Retype the listing without any alteration.

Segment Open

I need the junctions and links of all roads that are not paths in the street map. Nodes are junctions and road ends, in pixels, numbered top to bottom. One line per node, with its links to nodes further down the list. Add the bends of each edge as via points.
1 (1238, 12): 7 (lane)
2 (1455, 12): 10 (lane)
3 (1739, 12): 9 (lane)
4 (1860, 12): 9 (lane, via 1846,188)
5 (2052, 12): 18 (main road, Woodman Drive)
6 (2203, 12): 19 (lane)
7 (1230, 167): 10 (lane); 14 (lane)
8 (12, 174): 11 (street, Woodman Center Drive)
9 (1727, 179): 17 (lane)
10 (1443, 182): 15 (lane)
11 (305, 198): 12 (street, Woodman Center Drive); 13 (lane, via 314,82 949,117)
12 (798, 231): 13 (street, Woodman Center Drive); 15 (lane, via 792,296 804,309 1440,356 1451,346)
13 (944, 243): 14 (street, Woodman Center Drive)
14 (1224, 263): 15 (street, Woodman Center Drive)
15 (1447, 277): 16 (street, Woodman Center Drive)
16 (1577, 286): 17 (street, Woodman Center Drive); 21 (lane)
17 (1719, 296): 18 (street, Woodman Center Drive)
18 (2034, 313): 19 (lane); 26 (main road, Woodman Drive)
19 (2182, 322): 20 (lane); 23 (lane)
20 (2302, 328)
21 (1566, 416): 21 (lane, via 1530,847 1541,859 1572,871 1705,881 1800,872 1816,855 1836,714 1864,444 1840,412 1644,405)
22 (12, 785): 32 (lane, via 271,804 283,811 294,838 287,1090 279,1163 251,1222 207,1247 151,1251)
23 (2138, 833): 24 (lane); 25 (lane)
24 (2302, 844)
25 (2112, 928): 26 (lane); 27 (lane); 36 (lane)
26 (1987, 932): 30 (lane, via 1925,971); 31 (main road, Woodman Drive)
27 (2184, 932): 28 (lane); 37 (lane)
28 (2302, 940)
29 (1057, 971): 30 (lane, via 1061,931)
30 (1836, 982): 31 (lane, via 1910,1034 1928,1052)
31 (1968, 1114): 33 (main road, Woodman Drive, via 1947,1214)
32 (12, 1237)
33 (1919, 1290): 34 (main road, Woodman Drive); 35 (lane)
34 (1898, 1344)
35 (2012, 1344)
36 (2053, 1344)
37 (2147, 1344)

Segment Closed

■ Written response
I need the junctions and links of all roads that are not paths in the street map. Nodes are junctions and road ends, in pixels, numbered top to bottom. One line per node, with its links to nodes further down the list. Add the bends of each edge as via points.
1 (1238, 12): 7 (lane)
2 (1455, 12): 10 (lane)
3 (1739, 12): 9 (lane)
4 (1860, 12): 9 (lane, via 1846,188)
5 (2052, 12): 18 (main road, Woodman Drive)
6 (2203, 12): 19 (lane)
7 (1230, 167): 10 (lane); 14 (lane)
8 (12, 174): 11 (street, Woodman Center Drive)
9 (1727, 179): 17 (lane)
10 (1443, 182): 15 (lane)
11 (305, 198): 12 (street, Woodman Center Drive); 13 (lane, via 314,82 949,117)
12 (798, 231): 13 (street, Woodman Center Drive); 15 (lane, via 792,296 804,309 1440,356 1451,346)
13 (944, 243): 14 (street, Woodman Center Drive)
14 (1224, 263): 15 (street, Woodman Center Drive)
15 (1447, 277): 16 (street, Woodman Center Drive)
16 (1577, 286): 17 (street, Woodman Center Drive); 21 (lane)
17 (1719, 296): 18 (street, Woodman Center Drive)
18 (2034, 313): 19 (lane); 26 (main road, Woodman Drive)
19 (2182, 322): 20 (lane); 23 (lane)
20 (2302, 328)
21 (1566, 416): 21 (lane, via 1530,847 1541,859 1572,871 1705,881 1800,872 1816,855 1836,714 1864,444 1840,412 1644,405)
22 (12, 785): 32 (lane, via 271,804 283,811 294,838 287,1090 279,1163 251,1222 207,1247 151,1251)
23 (2138, 833): 24 (lane); 25 (lane)
24 (2302, 844)
25 (2112, 928): 26 (lane); 27 (lane); 36 (lane)
26 (1987, 932): 30 (lane, via 1925,971); 31 (main road, Woodman Drive)
27 (2184, 932): 28 (lane); 37 (lane)
28 (2302, 940)
29 (1057, 971): 30 (lane, via 1061,931)
30 (1836, 982): 31 (lane, via 1910,1034 1928,1052)
31 (1968, 1114): 33 (main road, Woodman Drive, via 1947,1214)
32 (12, 1237)
33 (1919, 1290): 34 (main road, Woodman Drive); 35 (lane)
34 (1898, 1344)
35 (2012, 1344)
36 (2053, 1344)
37 (2147, 1344)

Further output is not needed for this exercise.